Dataset entries:
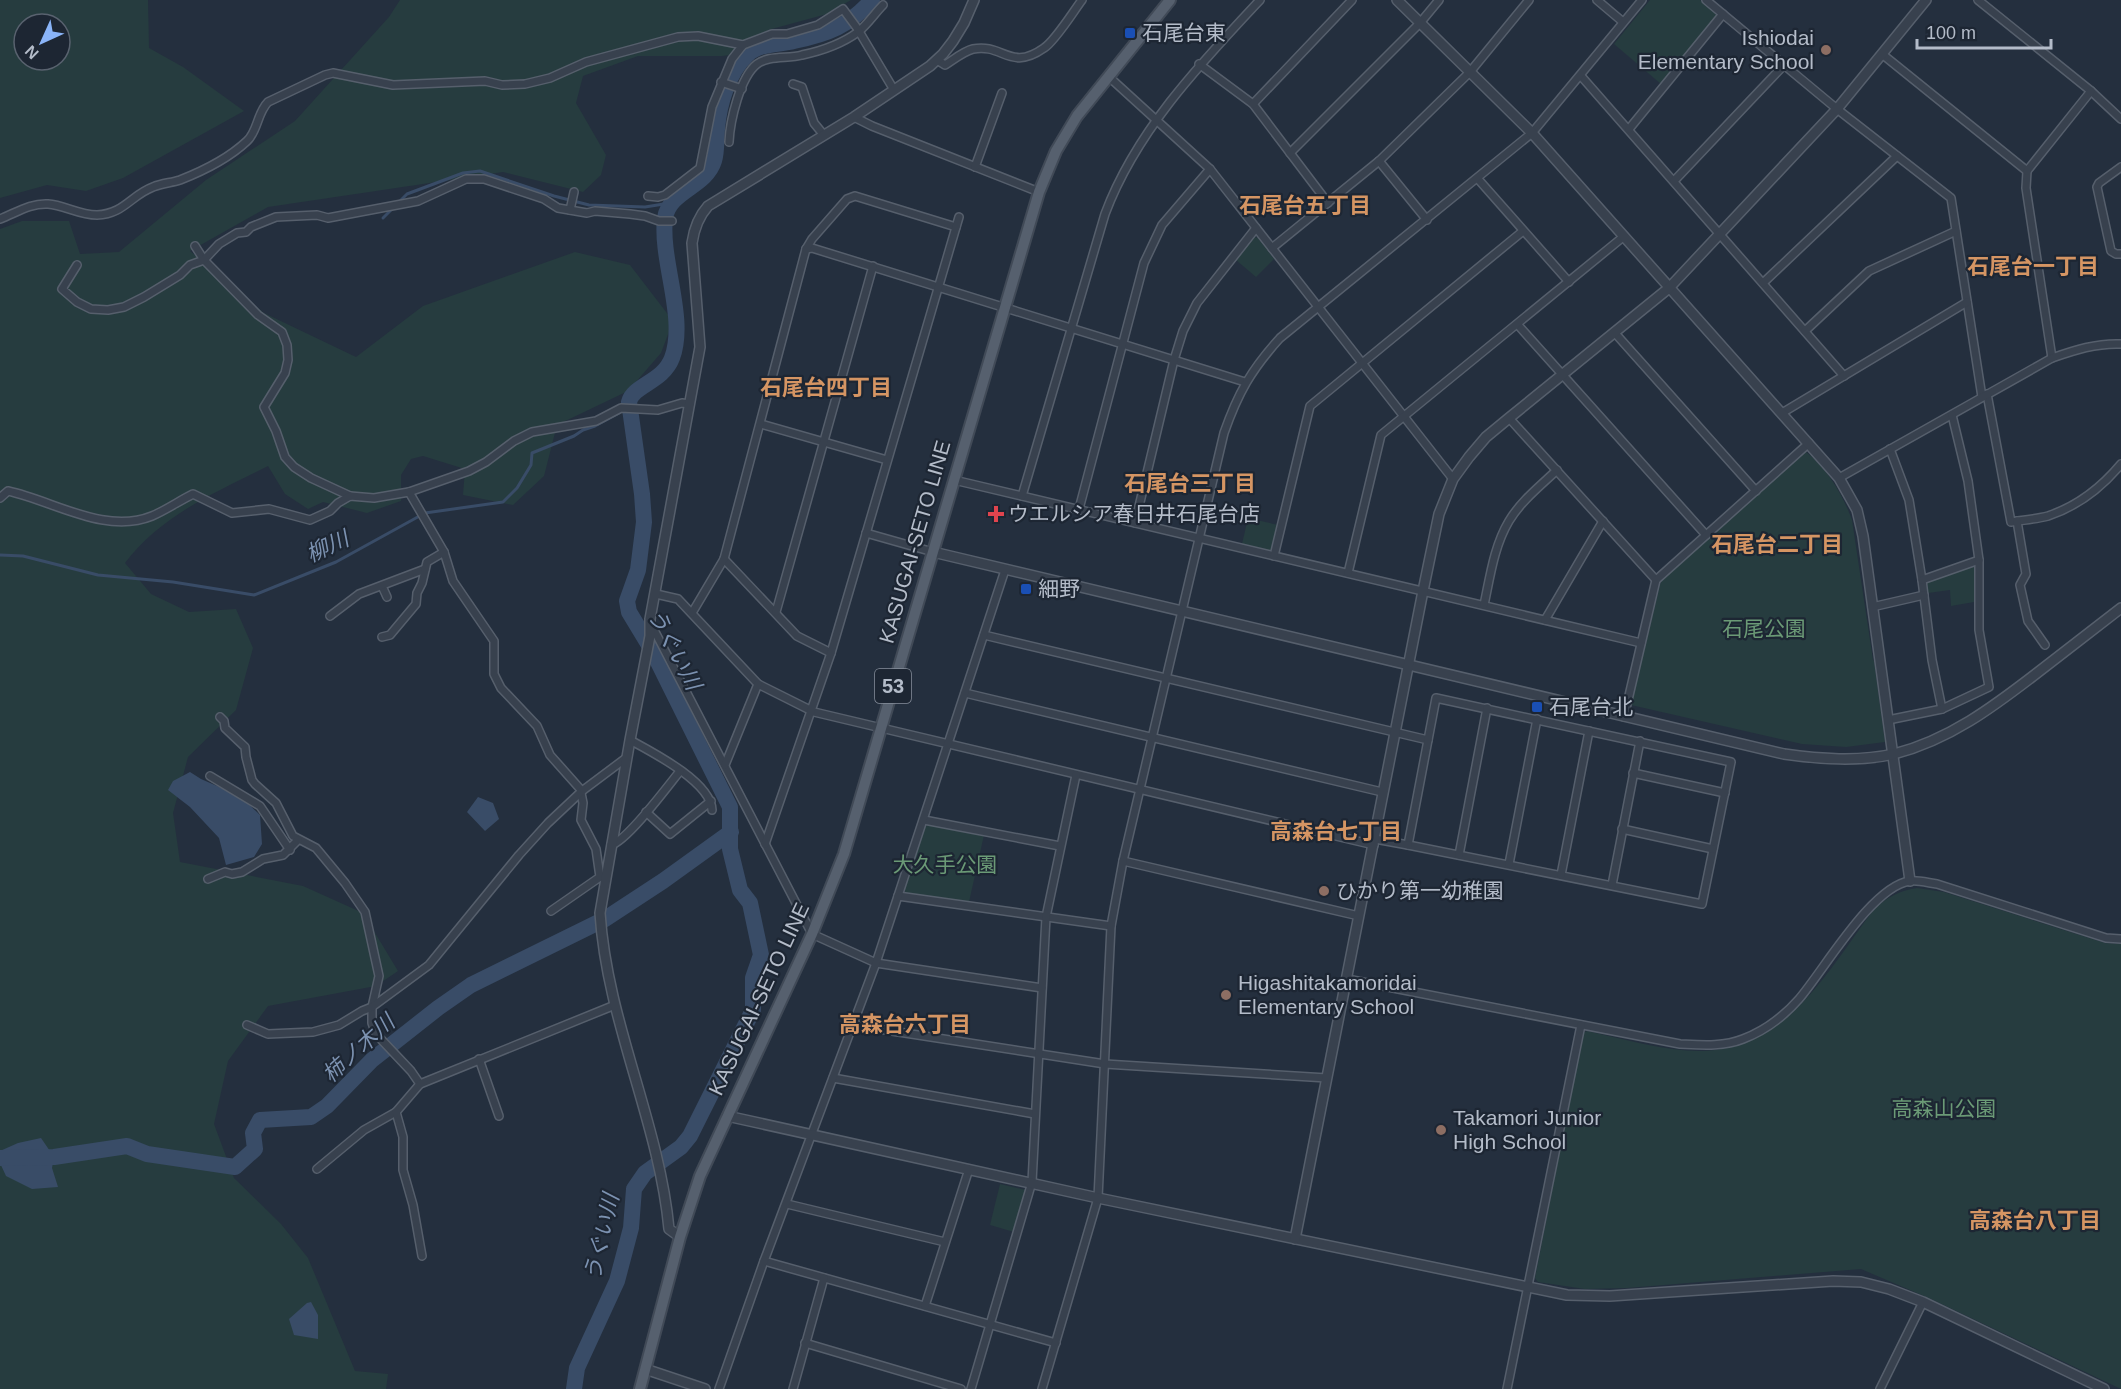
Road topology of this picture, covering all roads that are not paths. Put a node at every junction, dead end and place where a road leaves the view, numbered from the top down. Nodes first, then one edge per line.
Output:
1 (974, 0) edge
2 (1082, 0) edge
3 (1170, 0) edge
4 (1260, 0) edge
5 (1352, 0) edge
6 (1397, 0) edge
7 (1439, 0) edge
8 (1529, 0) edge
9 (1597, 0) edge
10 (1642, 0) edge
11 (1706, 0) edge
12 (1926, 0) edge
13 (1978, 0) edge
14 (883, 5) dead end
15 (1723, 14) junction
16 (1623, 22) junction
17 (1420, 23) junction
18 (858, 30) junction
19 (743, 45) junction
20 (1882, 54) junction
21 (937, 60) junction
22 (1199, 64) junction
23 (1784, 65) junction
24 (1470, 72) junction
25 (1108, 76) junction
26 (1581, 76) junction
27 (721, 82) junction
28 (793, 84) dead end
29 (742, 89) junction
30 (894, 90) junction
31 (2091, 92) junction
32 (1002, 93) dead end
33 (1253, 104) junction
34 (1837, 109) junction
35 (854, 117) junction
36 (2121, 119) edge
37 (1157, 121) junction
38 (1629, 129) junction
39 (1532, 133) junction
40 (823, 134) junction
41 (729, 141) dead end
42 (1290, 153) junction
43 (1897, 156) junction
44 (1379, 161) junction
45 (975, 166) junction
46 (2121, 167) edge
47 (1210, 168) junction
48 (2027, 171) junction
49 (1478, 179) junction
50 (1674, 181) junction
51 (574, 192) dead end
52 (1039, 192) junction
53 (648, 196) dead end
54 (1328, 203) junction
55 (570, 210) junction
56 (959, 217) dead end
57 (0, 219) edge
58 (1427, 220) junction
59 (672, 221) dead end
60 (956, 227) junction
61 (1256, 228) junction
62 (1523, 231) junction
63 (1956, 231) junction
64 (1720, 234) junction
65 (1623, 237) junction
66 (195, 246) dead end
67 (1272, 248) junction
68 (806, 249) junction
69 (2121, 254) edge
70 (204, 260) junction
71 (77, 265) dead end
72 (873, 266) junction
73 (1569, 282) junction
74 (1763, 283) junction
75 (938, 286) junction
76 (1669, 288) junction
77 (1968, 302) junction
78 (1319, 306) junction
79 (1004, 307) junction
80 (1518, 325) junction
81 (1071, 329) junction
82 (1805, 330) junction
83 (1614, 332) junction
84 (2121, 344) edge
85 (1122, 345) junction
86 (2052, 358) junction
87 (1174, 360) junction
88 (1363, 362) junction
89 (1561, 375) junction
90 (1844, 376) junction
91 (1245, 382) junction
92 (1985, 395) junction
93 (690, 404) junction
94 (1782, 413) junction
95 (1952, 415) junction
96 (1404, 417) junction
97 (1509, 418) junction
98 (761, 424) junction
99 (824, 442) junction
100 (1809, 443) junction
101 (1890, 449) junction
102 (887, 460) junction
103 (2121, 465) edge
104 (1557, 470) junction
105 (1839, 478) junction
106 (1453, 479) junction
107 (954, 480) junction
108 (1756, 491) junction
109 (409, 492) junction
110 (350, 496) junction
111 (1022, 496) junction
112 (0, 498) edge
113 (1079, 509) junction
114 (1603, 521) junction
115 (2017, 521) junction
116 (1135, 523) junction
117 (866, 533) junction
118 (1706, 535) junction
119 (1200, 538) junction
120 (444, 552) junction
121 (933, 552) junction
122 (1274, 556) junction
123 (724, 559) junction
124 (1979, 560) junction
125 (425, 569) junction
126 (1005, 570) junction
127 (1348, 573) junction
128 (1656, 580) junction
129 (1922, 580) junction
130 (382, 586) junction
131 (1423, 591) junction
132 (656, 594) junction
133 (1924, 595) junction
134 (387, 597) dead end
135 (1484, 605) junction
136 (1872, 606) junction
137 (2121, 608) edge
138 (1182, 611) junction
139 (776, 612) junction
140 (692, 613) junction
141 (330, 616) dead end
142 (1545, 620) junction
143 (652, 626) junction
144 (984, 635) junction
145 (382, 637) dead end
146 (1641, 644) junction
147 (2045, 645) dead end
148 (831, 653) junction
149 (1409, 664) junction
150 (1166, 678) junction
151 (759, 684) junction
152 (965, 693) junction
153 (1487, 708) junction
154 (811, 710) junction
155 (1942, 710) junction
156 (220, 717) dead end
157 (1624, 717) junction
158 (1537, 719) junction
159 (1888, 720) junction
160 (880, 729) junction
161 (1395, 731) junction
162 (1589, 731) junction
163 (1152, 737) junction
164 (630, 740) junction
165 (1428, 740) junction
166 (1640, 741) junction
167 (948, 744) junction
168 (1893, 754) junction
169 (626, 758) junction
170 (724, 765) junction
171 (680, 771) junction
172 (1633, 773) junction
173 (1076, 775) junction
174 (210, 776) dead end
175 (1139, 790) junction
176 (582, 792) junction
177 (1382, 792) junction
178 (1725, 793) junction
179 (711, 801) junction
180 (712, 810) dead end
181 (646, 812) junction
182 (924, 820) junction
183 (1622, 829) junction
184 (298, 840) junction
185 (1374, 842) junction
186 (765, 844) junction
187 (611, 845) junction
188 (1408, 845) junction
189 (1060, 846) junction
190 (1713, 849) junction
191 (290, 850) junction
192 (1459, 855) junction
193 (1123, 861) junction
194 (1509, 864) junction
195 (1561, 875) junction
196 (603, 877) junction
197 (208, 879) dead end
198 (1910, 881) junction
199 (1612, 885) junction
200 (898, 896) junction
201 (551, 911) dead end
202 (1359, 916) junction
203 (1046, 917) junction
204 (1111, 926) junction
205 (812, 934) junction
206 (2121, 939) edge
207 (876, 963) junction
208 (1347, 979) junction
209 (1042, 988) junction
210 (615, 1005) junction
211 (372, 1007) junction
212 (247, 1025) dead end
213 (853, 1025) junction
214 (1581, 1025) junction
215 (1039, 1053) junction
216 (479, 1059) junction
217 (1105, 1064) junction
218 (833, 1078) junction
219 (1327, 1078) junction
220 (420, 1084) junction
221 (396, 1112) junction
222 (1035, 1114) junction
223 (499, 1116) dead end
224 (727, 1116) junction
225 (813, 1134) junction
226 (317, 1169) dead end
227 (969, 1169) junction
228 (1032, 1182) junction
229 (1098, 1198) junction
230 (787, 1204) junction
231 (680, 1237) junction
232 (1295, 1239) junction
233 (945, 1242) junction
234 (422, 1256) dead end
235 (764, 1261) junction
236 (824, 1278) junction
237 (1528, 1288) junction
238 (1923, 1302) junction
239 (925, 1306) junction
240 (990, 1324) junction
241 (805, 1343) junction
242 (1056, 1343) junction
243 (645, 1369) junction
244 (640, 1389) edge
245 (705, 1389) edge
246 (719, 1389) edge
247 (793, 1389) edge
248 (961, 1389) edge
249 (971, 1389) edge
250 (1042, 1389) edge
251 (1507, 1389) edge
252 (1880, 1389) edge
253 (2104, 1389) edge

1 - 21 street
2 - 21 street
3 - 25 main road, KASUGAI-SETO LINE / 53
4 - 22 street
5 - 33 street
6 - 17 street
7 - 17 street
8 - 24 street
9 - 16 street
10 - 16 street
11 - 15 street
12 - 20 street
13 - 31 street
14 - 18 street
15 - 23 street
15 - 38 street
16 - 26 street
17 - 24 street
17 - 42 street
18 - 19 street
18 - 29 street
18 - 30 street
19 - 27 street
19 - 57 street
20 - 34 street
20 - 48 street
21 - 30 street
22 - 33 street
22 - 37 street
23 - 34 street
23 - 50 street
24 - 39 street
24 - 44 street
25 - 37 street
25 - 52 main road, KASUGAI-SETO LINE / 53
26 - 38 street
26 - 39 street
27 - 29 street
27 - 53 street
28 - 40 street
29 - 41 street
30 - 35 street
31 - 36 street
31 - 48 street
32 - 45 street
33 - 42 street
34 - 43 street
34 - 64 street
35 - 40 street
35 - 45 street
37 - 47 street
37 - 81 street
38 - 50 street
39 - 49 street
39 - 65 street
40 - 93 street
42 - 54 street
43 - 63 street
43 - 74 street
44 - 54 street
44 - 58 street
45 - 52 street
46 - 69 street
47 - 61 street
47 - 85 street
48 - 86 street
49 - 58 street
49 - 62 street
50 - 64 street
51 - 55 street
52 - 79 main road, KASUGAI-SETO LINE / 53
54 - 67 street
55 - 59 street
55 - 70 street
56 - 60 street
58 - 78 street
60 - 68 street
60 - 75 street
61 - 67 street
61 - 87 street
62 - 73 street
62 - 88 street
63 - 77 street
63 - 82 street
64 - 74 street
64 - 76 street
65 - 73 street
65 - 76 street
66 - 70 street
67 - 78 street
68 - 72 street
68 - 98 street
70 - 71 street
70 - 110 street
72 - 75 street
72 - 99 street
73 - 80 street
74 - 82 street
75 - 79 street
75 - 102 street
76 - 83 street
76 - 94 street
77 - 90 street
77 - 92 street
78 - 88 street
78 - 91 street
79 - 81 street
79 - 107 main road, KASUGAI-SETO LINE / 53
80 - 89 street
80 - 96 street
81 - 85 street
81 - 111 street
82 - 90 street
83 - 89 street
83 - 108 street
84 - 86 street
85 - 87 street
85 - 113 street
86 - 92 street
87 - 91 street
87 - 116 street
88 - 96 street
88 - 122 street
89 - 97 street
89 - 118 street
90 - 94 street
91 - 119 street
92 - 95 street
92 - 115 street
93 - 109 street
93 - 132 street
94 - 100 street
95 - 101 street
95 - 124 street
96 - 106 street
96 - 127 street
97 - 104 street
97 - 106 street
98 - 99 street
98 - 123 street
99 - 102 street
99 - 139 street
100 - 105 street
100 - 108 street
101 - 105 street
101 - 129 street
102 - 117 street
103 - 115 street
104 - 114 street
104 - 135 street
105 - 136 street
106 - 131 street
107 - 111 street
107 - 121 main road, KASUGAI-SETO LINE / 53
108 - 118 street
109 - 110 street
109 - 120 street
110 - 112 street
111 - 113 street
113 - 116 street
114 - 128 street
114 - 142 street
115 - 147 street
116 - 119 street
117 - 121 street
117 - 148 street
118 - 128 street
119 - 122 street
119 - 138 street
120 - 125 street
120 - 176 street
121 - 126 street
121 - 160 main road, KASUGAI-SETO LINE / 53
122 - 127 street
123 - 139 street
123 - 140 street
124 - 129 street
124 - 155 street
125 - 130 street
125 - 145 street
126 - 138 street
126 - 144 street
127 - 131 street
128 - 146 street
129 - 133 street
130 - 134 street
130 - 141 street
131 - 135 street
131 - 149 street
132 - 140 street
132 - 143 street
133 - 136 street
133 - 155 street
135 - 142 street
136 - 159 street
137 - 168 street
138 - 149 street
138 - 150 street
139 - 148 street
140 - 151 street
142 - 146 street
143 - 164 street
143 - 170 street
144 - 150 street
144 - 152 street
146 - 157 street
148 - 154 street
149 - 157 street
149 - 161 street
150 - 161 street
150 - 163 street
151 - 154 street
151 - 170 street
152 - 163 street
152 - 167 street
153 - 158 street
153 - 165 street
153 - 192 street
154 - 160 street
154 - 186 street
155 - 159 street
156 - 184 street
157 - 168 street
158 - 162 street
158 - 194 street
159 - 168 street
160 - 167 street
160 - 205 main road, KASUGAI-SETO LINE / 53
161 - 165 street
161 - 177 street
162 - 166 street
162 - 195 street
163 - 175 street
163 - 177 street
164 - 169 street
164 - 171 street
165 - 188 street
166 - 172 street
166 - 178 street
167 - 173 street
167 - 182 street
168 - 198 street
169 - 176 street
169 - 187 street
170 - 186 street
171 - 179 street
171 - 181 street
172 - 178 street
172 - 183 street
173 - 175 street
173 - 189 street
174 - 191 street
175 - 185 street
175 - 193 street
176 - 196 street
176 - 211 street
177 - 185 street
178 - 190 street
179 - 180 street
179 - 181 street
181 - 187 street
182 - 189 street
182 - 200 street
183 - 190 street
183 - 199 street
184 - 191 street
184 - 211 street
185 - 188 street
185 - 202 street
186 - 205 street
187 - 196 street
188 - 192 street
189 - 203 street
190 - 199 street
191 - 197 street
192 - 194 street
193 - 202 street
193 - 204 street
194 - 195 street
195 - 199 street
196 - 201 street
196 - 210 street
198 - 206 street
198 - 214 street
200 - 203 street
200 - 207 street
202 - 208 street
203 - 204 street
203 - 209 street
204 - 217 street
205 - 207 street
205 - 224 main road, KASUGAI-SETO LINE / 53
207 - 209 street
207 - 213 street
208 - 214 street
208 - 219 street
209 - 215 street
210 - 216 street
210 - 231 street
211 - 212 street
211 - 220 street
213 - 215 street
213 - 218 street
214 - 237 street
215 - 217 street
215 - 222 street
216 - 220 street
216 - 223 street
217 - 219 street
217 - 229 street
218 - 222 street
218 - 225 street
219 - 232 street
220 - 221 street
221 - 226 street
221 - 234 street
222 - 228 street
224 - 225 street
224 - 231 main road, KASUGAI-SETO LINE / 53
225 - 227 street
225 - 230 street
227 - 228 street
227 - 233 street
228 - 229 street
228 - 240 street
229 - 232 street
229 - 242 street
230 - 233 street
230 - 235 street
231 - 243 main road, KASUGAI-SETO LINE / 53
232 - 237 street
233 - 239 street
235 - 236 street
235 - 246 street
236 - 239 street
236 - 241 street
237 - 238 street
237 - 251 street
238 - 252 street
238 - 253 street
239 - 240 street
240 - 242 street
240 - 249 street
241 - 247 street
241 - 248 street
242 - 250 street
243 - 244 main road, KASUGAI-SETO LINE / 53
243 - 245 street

Your task:
The answer should be a number alone: the count of lines in the records that hold the word "SETO".

Response to the task:
11